KEP-3458: Remove transient node predicates from KCCM's service controller
KEP-3458: Remove transient node predicates from KCCM’s service controller
- Summary
- Motivation
- Proposal
- Design Details
- Production Readiness Review Questionnaire
- Implementation History
- Drawbacks
- Alternatives
Summary
The service controller in the Kubernetes cloud controller manager (KCCM) currently adds/removes Nodes from the load balancers’ node set in the following cases:
a) When a node gets the taint ToBeDeletedByClusterAutoscaler added/removed
b) When a node goes Ready / NotReady
b) however only applies to services with externalTrafficPolicy: Cluster. In
both cases: removing the Node in question from the load balancers’ node set will
cause all connections on that node to get terminated instantly. This can be
considered a bug / sub-optimal behavior for nodes which are experiencing
transient readiness state or for terminating nodes, since connections are not
allowed to drain in those cases, even though the load balancer might support
that. Moreover: on large clusters with a lot nodes and entropy, re-syncing load
balancers like this can lead to rate-limiting by the cloud provider due to an
excessive amount of update calls.
As to enable connection draining, reduce cloud provider API calls and simplify
the KCCMs sync loop: this KEP proposes that the service controller stops
synchronizing the load balancer node set in these cases. Seeing as how this has
always been the case, a new feature gate StableLoadBalancerNodeSet will
be introduced, which will be used to enable the more optimal behavior.
Motivation
Abruptly terminating connections in the cases defined by a) and b) above can be seen as buggy behavior and should be improved. By enabling connection draining, applications are allowed profit from graceful shutdown / termination, for what concerns cluster ingress connectivity. Users of Kubernetes will also see a reduction in the amount of cloud API calls, for what concerns calls stemming from syncing load balancers with the Kubernetes cluster state.
Addressing b) is not useful for ingress load balancing. A load balancer needs to know if the networking data plane is running fine and this is determined by the configured health check. Cloud providers define their own health check, and no one does the same. The following describes what the health check looks like on the three major public cloud providers:
- GCP: probes port 10256 (Kube-proxy’s healthz port)
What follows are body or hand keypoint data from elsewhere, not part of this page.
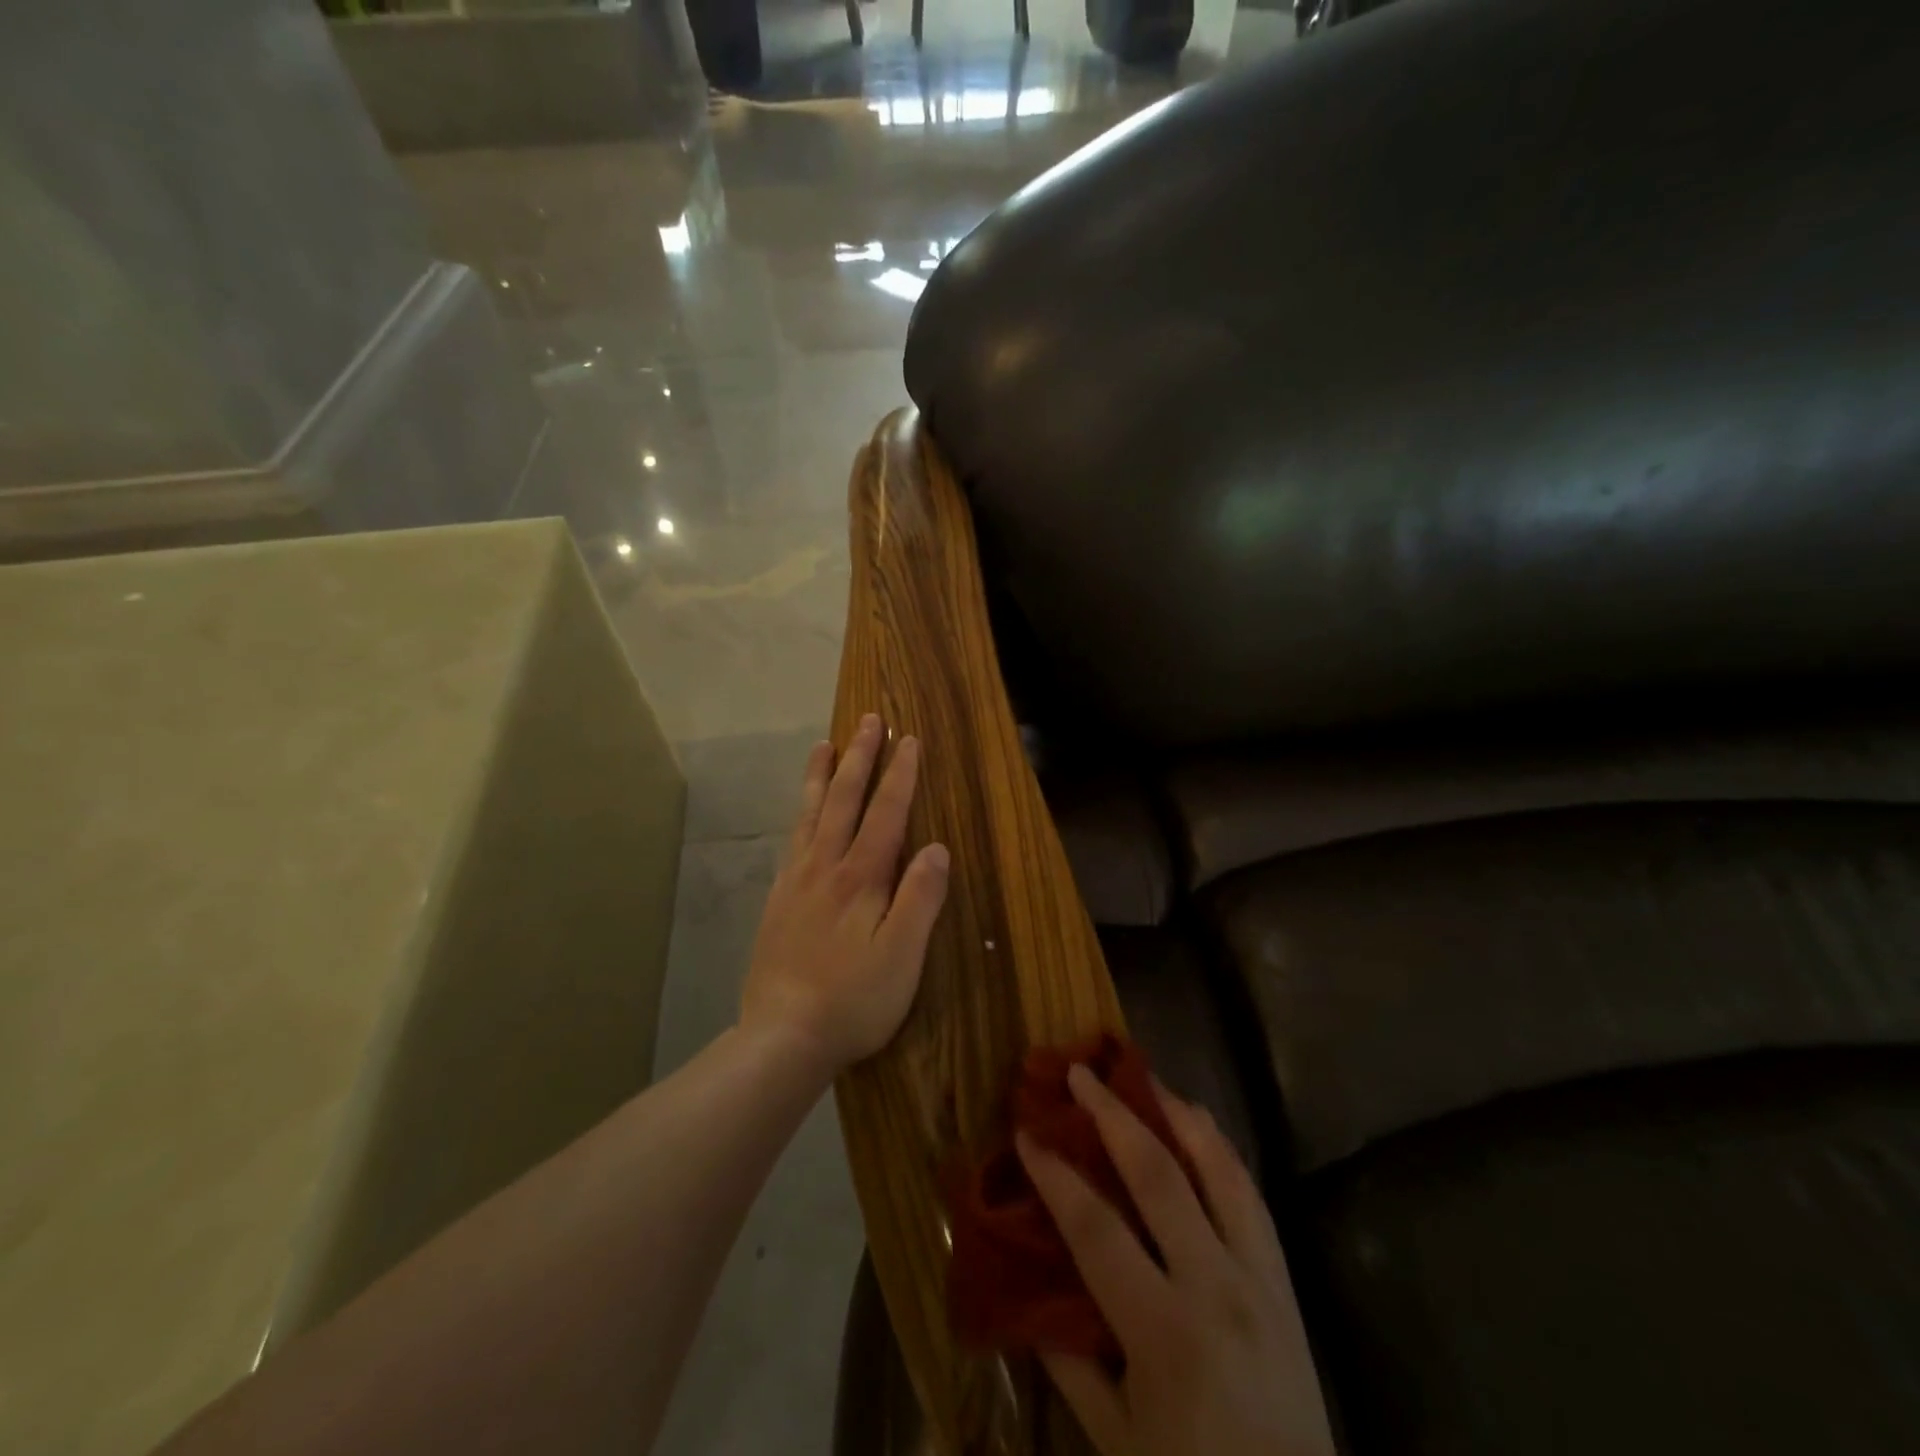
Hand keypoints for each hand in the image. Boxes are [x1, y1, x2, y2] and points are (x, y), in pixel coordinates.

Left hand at [740, 714, 950, 1077]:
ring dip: (822, 776)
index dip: (900, 776)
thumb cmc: (853, 1000)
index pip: (886, 813)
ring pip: (810, 815)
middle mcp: (825, 867)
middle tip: (869, 721)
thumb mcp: (902, 955)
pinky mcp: (778, 901)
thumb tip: (936, 847)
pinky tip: (801, 814)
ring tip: (824, 744)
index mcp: (861, 878)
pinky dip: (800, 814)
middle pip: (844, 801)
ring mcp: (796, 882)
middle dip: (859, 758)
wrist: (781, 1036)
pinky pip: (791, 841)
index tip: (908, 740)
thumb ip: (920, 898)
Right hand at [1017, 1069, 1336, 1455]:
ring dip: (1176, 1113)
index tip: (1026, 1133)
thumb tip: (1028, 1290)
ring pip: (1217, 1168)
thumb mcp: (1116, 1439)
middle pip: (1158, 1175)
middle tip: (1081, 1073)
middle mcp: (1215, 1287)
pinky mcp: (1285, 1280)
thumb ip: (1070, 1359)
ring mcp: (1258, 1277)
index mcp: (1164, 1332)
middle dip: (1113, 1115)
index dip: (1055, 1176)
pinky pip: (1250, 1194)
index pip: (1096, 1229)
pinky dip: (1220, 1149)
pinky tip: (1199, 1124)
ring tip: (1143, 1076)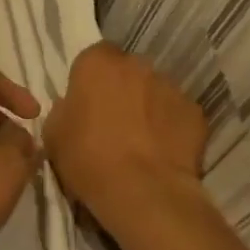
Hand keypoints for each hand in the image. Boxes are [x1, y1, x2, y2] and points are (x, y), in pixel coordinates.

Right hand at [42, 44, 208, 234]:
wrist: (144, 192)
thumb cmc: (89, 158)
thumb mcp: (53, 134)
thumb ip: (63, 110)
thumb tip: (73, 108)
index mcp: (98, 62)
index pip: (94, 57)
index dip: (91, 81)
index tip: (87, 105)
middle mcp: (137, 64)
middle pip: (127, 71)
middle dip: (122, 90)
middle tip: (114, 123)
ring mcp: (170, 86)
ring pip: (155, 91)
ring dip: (148, 108)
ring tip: (141, 143)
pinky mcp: (196, 112)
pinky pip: (178, 115)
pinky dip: (171, 128)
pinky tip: (163, 153)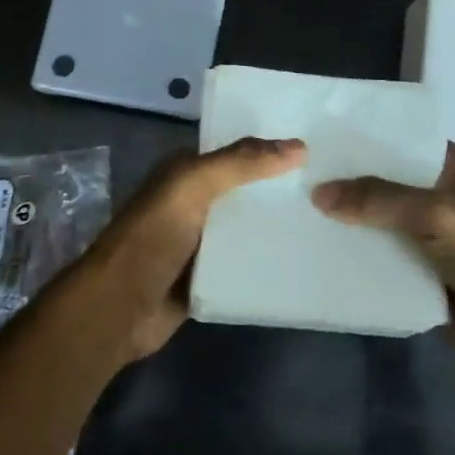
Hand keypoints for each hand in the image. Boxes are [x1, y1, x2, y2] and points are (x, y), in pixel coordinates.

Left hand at [77, 137, 306, 360]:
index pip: (235, 153)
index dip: (270, 149)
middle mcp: (192, 204)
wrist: (120, 308)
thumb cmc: (152, 238)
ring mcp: (199, 244)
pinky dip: (266, 263)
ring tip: (329, 224)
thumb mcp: (191, 186)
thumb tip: (298, 147)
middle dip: (280, 191)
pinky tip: (303, 262)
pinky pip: (243, 266)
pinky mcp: (207, 278)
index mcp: (183, 174)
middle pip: (244, 192)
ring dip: (277, 229)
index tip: (318, 150)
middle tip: (333, 189)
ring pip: (247, 230)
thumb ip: (240, 164)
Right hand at [312, 143, 454, 377]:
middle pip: (383, 178)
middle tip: (298, 167)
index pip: (403, 139)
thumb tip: (318, 194)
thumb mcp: (435, 213)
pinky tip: (313, 242)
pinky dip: (349, 248)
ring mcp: (421, 233)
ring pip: (374, 216)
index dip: (367, 135)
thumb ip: (378, 198)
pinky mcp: (410, 266)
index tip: (323, 131)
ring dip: (344, 215)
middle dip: (347, 176)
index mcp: (451, 169)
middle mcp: (434, 194)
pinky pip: (373, 251)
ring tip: (295, 201)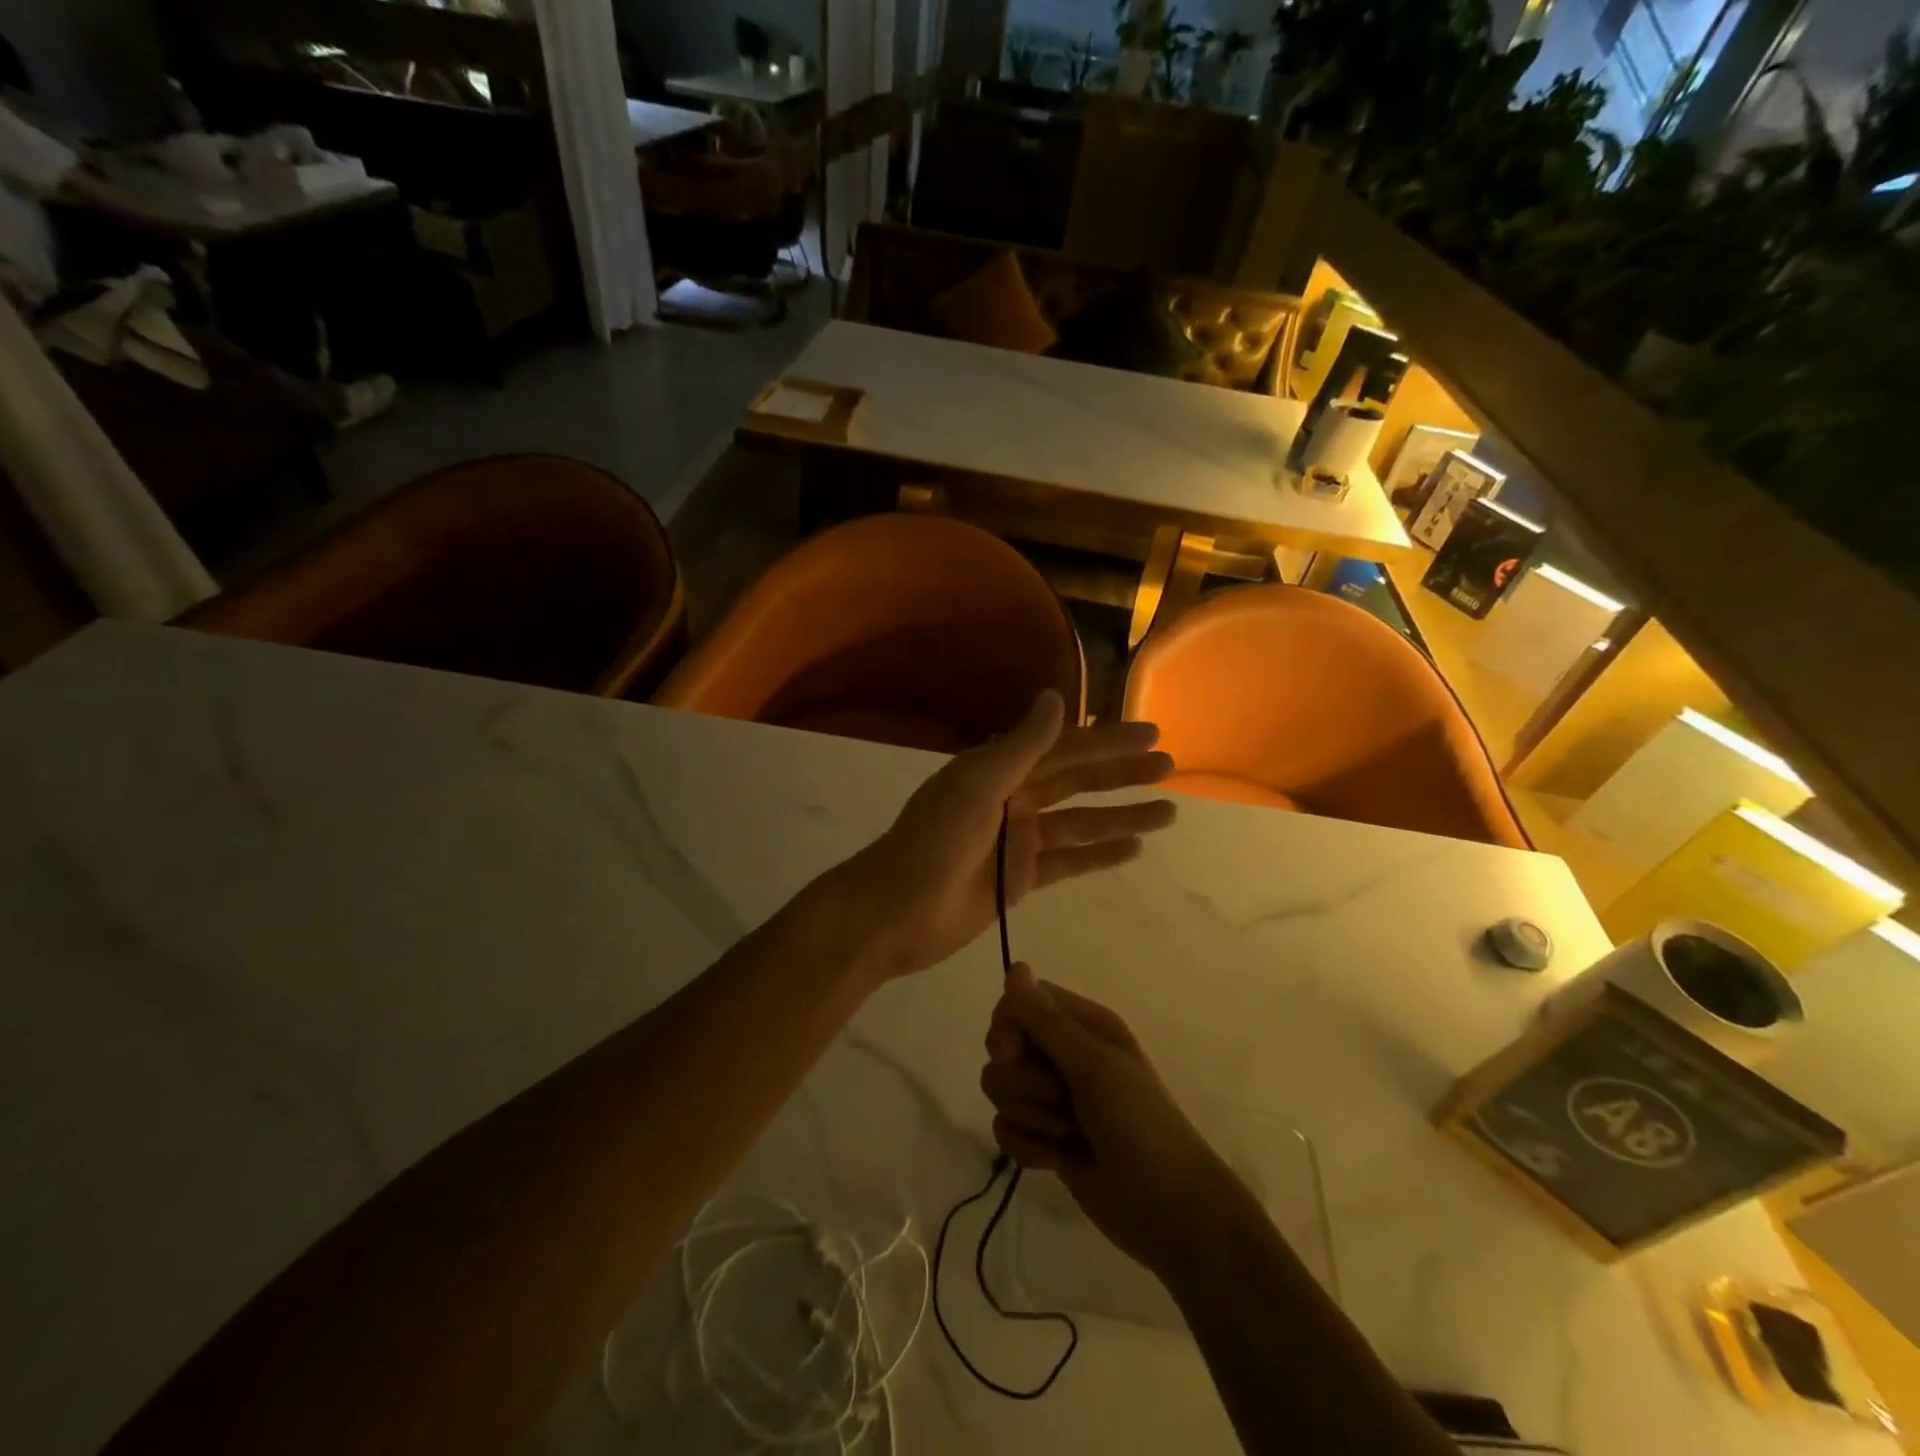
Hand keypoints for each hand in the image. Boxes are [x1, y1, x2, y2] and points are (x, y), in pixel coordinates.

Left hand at [830, 691, 1175, 980]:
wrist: (896, 911)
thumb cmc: (933, 842)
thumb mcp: (978, 786)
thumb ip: (1021, 747)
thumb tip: (1055, 697)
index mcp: (997, 771)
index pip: (1062, 748)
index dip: (1106, 740)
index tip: (1150, 733)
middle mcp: (1011, 799)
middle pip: (1076, 782)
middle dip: (1120, 774)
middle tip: (1169, 767)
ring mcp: (1017, 841)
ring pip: (1079, 823)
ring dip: (1121, 816)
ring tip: (1168, 812)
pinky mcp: (1021, 879)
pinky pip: (1069, 861)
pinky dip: (1099, 855)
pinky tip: (1134, 849)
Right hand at [980, 966, 1244, 1282]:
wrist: (1170, 1212)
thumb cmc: (1140, 1125)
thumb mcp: (1094, 1066)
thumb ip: (1046, 1021)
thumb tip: (1014, 967)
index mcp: (1083, 1025)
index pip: (1021, 1002)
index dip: (1008, 1026)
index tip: (1015, 1052)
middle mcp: (1065, 1054)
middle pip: (1003, 1046)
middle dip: (1021, 1079)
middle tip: (1059, 1098)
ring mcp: (1053, 1097)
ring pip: (1001, 1088)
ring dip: (1028, 1115)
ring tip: (1067, 1133)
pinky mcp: (1045, 1137)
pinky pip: (1005, 1128)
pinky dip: (1026, 1146)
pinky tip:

- AWS: if ELB; probes the first
NodePortdefined on the service spec - Azure: probes all
NodePortdefined on the service spec.
All clouds take an approach of trying to ascertain if traffic can be forwarded to the endpoint, which is a completely valid health check for load balancer services. There are drawbacks to all of these ways of doing - but cloud providers themselves are deemed best suited for what concerns: determining what is the best mechanism to use for their load balancers / cloud’s mode of operation. Their mechanism is beyond the scope of this KEP, i.e: this KEP does not attempt to “align them”.
Goals
- Stop re-configuring the load balancers’ node set for cases a) and b) above
Non-Goals
- Stop re-configuring the load balancers’ node set for fully deleted /
newly added cluster nodes, or for nodes which get annotated with
node.kubernetes.io/exclude-from-external-load-balancers. - Enable load balancer connection draining while Node is draining. This requires health check changes.
Proposal
Risks and Mitigations
Risk
- Cloud providers which do not allow VM deletion when the VM is referenced by other constructs, will block the cluster auto-scaler (CA) from deleting the VM upon downscale. This will result in reduced downscale performance by the CA, or completely block VM deletion from happening - this is because the service controller will never proceed to de-reference the VM from the load balancer node set until the Node is fully deleted in the API server, which will never occur until the VM is deleted. The three major cloud providers (GCP/AWS/Azure) do however support this, and it is not expected that other providers don’t.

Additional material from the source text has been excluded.